Votei pela primeira vez aos 22 anos, na eleição de 1982. Na de 1978 ainda não tinha título eleitoral, porque completei 18 anos muito perto da data de votação. O título era um documento com foto e espaço suficiente para carimbar o voto em várias eleições. O meu não chegou a ser totalmente preenchido porque, no meio do caminho, mudou de aparência e o antigo virou peça do museu particular que temos em alguma gaveta.
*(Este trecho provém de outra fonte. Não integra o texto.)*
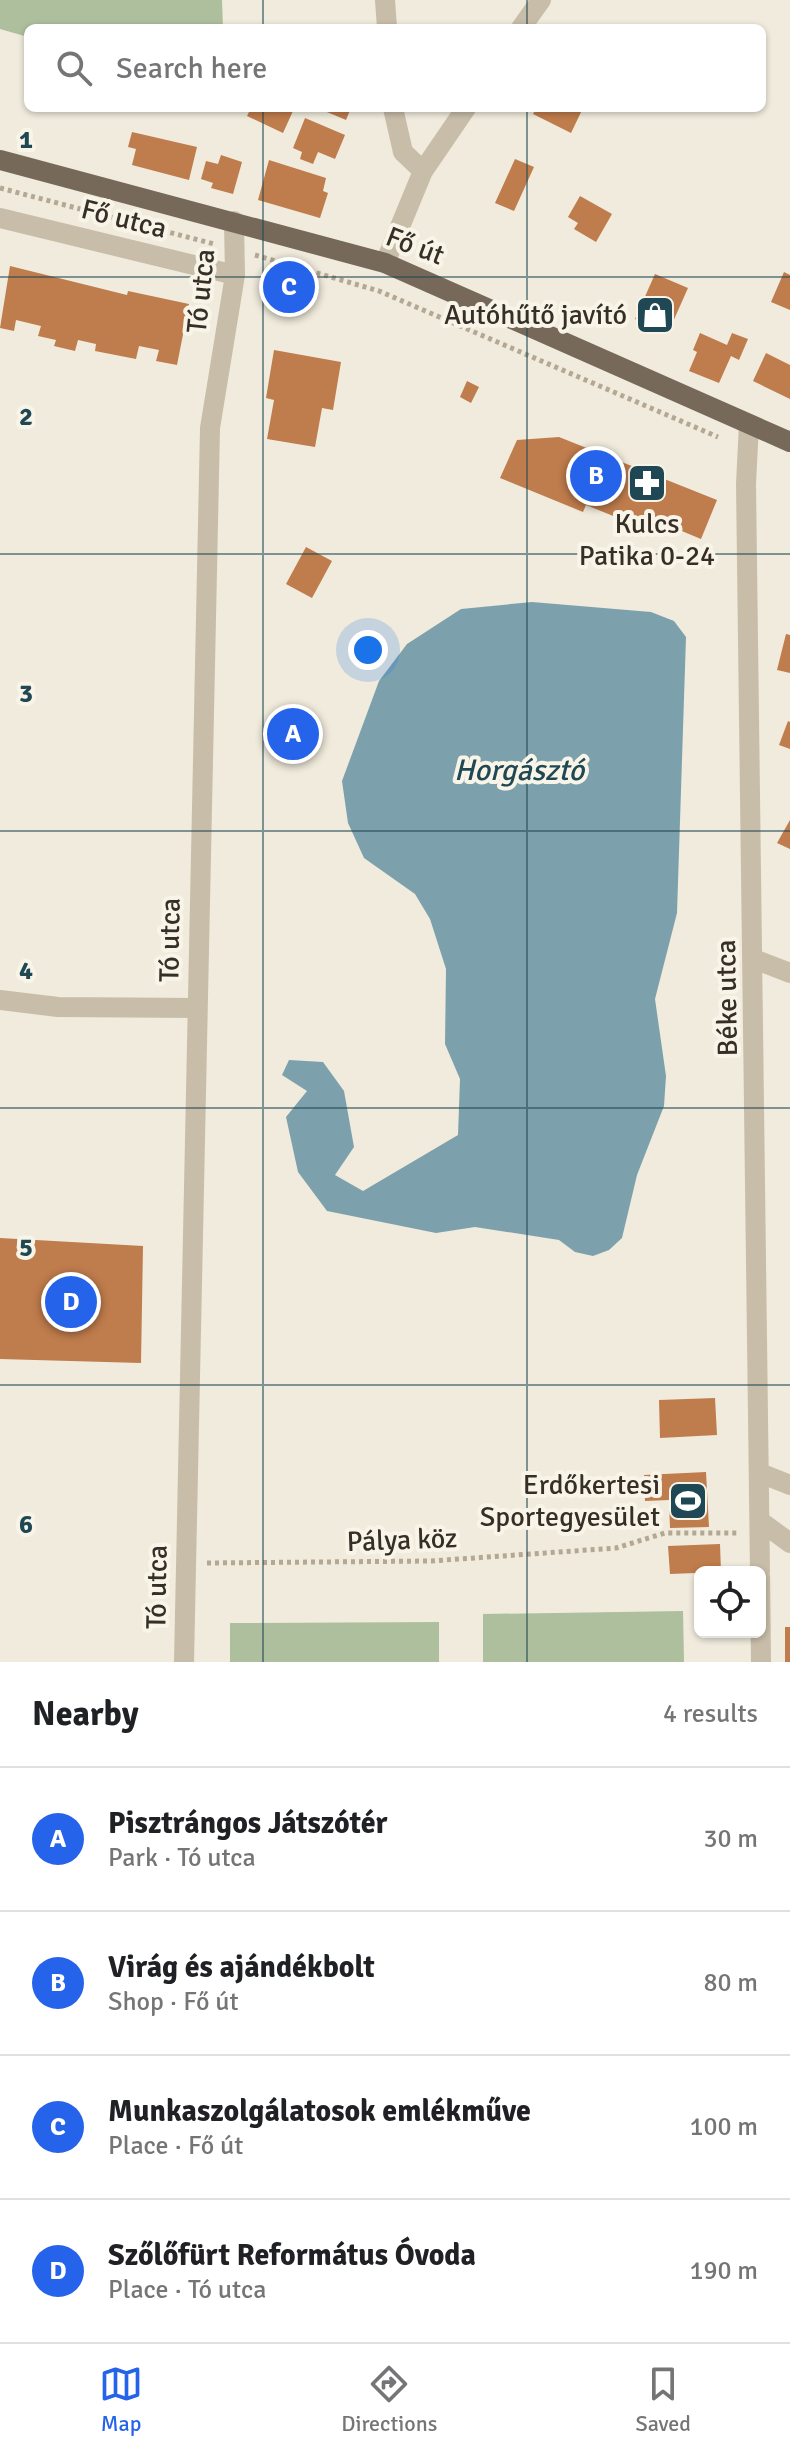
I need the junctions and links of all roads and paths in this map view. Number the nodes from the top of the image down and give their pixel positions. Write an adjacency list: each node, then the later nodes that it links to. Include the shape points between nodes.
1 (385, 0): 3 (street)
2 (541, 0): 4 (street)
3 (387, 24)
4 (524, 24)
5 (394, 112): 8 (street, via 403,152)
6 (463, 112): 8 (street)
7 (0, 160): 11 (main road, Fő út)
8 (423, 171): 13 (street)
9 (0, 188): 12 (path)
10 (0, 218): 14 (street, Fő utca)
11 (234, 221): 12 (street, Tó utca); 13 (main road, Fő út)
12 (234, 249): 14 (street, Tó utca); 17 (path, via 379,291)
13 (385, 263): 15 (main road, Fő út)
14 (235, 275): 21 (street, Tó utca, via 210,428)
15 (749, 424): 16 (main road, Fő út); 17 (street, Béke utca)
16 (790, 442)
17 (748, 450): 18 (street, Béke utca)
18 (754, 959): 19 (street); 22 (street, Béke utca)
19 (790, 973)
20 (0, 1000): 21 (street, via 58,1007)
21 (197, 1008): 26 (street, Tó utca)
22 (760, 1473): 23 (street); 24 (street, Béke utca)
23 (790, 1485)
24 (760, 1527): 25 (street); 26 (path, Pálya köz, via 665,1533 616,1548 431,1561); 27 (street, Béke utca)
25 (790, 1543)
26 (186, 1563): 29 (street, Tó utca)
27 (760, 1566)
28 (761, 1638): 30 (street, Béke utca)
29 (184, 1662)
30 (761, 1662)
No meu primeiro voto, acordei cedo e fui até a igrejinha da Rua Lucas de Oliveira, onde ficava a minha seção. Não tinha fila. Votei para governador, senador, deputado estadual e deputado federal. Lembro de todos os votos, mas aqui não vem ao caso.
À tarde, trabalhei e essa foi também a minha primeira eleição como jornalista, uma emoção para a "foquinha" que tinha se formado na PUC no dia 8 de janeiro daquele ano. Trabalhei na redação da Rádio Guaíba, e acompanhei uma apuração que parecia sem fim. Naquela época, se passava dias e dias contando votos. Em uma das noites de apuração, ocupei o microfone dando apoio ao querido Amir Domingues, uma lenda do rádio dos anos 1980. De lá para cá, cobri todas as eleições - nos últimos 32 anos aqui no Grupo RBS.
É por isso que dou tanto valor ao voto. Por muitos anos fomos impedidos de escolher o prefeito de Porto Alegre, porque as capitais eram áreas de segurança nacional. Só em 1985 nos foi permitido votar e Porto Alegre escolheu Alceu Collares, que cinco anos depois viria a ser governador. Até hoje, Collares declama, com aquele vozeirão, o poema O voto e o pão:
"Mandam no teu destino
Mas ele é teu, meu irmão
Ergue teus braços finos
E acaba com a exploração
Faz tua revolução!
O voto é tua única arma
Põe teu voto na mão
O voto é tua única arma
Põe teu voto na mão
O voto é tua única arma
Põe teu voto na mão
Tua casa está caindo
Pouca comida tem no fogão
Tua mulher está mal vestida
Teu filho de pé no chão
Faz tua revolução!
O voto e tua única arma
Põe teu voto na mão
O voto é tua única arma
Põe teu voto na mão
O voto e tua única arma
Põe teu voto na mão
Escravismo, feudalismo, capitalismo
Socialismo, tudo em vão
Vai milênio, vem milênio
E continuas na escravidão
Faz tua revolução!
O voto é tua única arma
Põe teu voto na mão
O voto é tua única arma
Põe teu voto na mão
O voto é tua única arma
Põe teu voto na mão
Cristianismo, judaísmo, hinduísmo
Todos querem a tua salvação
Tu rezas noite e dia
Ninguém ouve a tua oração
Faz tua revolução!
O voto e tua única arma
Põe teu voto na mão
O voto é tua única arma
Põe teu voto na mão
O voto e tua única arma
Põe teu voto na mão
Construíste, com teu trabalho
Toda riqueza desta nação
Por justiça, tens o direito
Vai pegar o teu quinhão
Faz tua revolução!
O voto e tua única arma
Põe teu voto na mão
O voto é tua única arma
Põe teu voto na mão
O voto e tua única arma
Põe teu voto na mão
A liberdade é o pão do espírito
Do corpo, a liberdade é o pão
Desperta pra luta amigo
Faz tua revolução
O voto e tua única arma
Põe teu voto na mão
O voto e tua única arma
Põe o teu voto na mão
O voto é tua única arma
Põe teu voto na mão"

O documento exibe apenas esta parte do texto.